--- Given records Enclosed Below ---

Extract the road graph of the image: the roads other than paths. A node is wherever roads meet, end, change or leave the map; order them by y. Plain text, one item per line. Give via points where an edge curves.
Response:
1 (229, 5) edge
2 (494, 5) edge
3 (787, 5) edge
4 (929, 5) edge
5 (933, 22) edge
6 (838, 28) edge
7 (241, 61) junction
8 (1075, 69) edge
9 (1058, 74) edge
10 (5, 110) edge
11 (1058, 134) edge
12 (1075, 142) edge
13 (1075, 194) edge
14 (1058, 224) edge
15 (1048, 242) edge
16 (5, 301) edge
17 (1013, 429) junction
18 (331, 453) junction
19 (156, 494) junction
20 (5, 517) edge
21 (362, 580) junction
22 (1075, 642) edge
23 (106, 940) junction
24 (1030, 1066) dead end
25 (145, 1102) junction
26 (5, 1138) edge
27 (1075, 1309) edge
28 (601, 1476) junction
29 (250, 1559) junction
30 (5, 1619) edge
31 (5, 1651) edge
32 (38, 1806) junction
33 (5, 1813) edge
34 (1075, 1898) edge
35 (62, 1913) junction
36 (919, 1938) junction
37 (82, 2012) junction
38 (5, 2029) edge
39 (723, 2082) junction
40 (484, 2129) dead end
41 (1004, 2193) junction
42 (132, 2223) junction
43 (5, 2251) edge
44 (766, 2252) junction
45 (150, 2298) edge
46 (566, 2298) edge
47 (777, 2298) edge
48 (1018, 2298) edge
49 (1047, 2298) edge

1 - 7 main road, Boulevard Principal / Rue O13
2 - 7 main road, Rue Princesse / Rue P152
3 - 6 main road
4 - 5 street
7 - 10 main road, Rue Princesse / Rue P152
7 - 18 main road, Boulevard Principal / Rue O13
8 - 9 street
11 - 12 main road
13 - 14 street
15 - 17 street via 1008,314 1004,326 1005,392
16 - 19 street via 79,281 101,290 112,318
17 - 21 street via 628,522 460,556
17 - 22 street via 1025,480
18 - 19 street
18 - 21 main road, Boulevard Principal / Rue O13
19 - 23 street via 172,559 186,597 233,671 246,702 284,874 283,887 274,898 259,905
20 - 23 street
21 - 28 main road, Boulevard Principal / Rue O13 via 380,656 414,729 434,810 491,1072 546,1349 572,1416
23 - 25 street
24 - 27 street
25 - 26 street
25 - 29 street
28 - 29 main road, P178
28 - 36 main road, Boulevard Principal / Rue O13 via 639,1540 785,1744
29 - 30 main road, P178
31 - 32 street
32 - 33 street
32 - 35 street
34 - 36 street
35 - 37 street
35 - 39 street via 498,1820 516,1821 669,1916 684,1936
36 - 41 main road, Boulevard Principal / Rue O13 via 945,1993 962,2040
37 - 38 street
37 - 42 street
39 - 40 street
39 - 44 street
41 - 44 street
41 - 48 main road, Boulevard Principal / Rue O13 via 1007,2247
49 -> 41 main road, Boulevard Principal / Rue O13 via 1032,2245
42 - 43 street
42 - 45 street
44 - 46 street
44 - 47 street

--- End of Enclosed Given records ---
--- Given records Enclosed Below ---

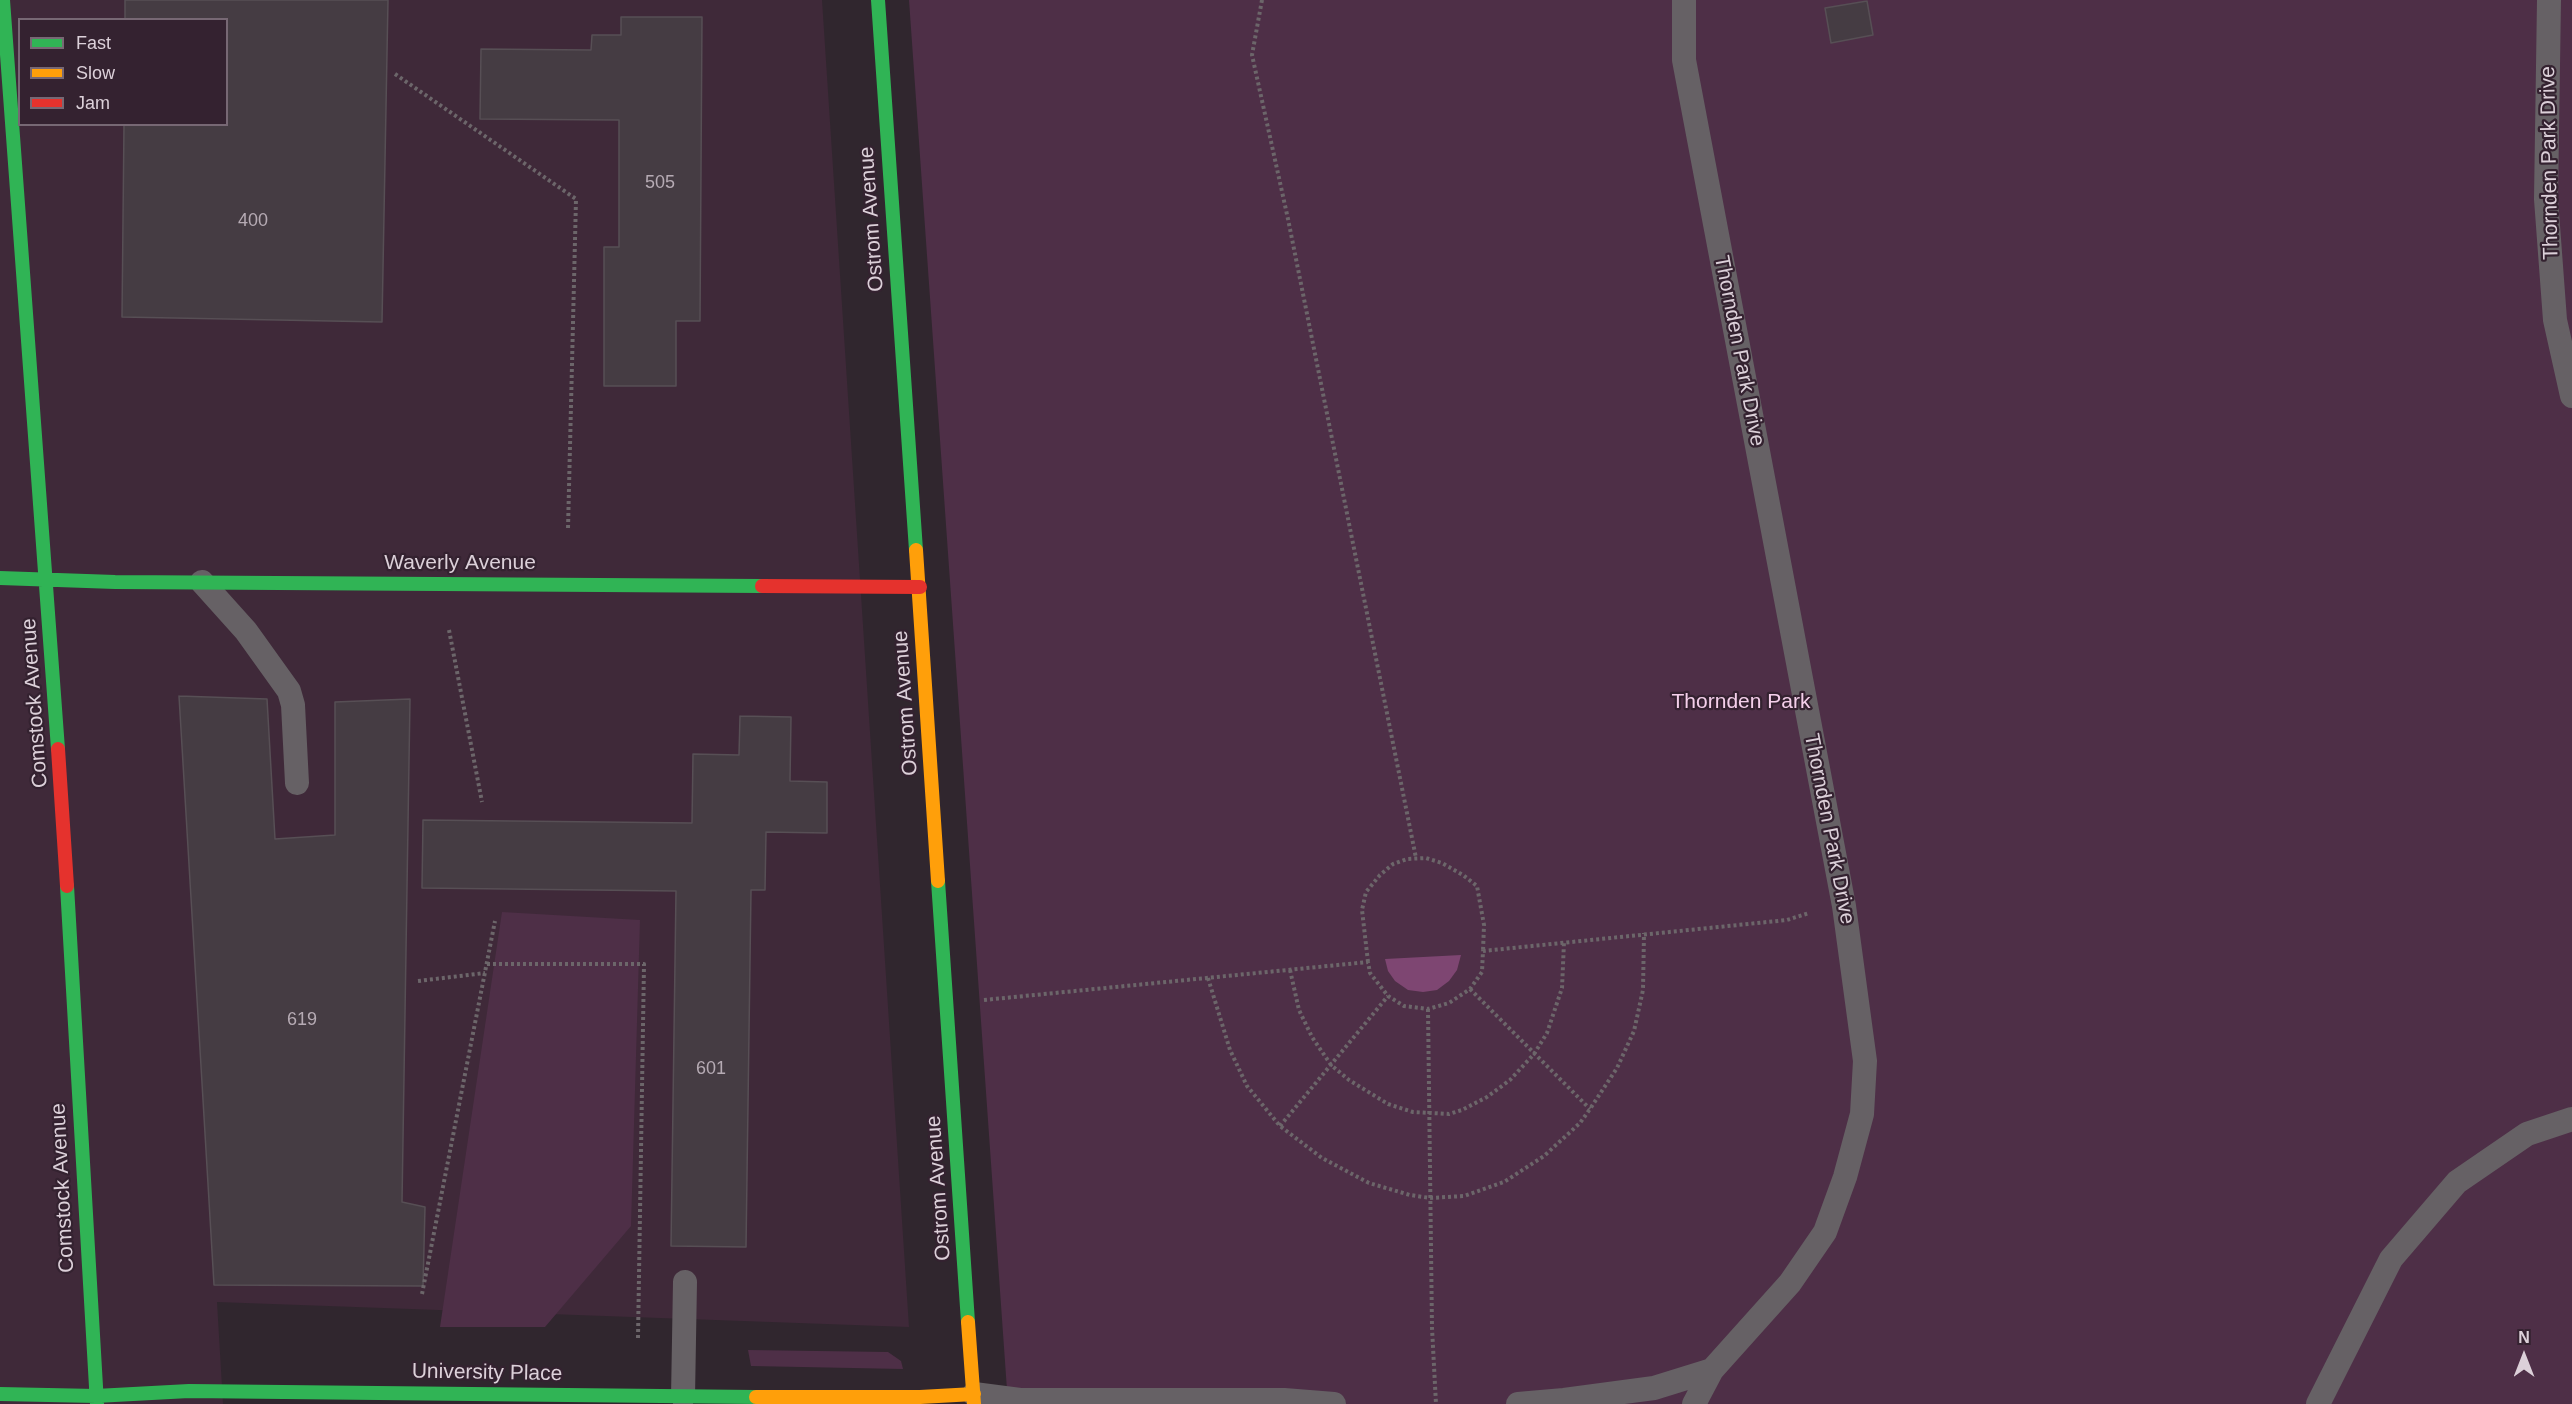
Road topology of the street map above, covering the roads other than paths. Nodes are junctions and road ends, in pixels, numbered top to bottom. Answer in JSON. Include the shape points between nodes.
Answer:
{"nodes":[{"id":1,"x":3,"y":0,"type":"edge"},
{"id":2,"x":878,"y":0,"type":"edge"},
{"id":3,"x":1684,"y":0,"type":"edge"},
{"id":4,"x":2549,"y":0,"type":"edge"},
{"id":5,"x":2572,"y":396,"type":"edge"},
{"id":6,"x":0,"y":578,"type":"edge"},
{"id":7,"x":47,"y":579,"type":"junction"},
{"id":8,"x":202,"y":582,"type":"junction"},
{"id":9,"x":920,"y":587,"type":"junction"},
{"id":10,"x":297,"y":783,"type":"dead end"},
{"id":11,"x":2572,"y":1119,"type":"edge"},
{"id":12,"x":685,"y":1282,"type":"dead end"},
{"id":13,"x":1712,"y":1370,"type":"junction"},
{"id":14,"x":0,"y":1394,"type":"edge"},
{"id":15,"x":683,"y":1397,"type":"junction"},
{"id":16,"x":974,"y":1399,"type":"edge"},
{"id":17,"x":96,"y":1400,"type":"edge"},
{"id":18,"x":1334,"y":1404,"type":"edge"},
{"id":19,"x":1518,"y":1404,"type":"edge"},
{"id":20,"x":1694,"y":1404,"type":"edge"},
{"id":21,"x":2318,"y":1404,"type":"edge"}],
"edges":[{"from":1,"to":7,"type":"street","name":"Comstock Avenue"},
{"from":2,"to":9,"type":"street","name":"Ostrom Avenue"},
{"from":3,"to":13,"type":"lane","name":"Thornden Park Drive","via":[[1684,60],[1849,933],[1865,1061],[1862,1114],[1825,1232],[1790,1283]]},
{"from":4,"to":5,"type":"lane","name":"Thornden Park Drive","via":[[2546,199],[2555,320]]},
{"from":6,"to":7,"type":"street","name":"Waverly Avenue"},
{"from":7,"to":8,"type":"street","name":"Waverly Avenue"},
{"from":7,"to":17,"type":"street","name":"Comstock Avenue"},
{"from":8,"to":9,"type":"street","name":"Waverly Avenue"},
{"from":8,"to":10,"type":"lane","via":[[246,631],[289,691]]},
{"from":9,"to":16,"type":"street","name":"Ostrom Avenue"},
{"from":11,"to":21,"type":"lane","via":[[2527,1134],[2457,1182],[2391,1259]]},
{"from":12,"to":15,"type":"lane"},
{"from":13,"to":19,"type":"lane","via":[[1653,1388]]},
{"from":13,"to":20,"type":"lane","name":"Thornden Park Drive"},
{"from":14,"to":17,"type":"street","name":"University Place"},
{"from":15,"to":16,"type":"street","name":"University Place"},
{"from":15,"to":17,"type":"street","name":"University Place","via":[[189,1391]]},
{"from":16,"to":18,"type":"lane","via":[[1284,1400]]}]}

--- End of Enclosed Given records ---

=== Try it ===
Search the data and copy each line containing "Avenue".

=== Written answer ===
"edges":[{"from":1,"to":7,"type":"street","name":"Comstock Avenue"},
{"from":2,"to":9,"type":"street","name":"Ostrom Avenue"},
{"from":6,"to":7,"type":"street","name":"Waverly Avenue"},
{"from":7,"to":8,"type":"street","name":"Waverly Avenue"},
{"from":7,"to":17,"type":"street","name":"Comstock Avenue"},
{"from":8,"to":9,"type":"street","name":"Waverly Avenue"},
{"from":9,"to":16,"type":"street","name":"Ostrom Avenue"},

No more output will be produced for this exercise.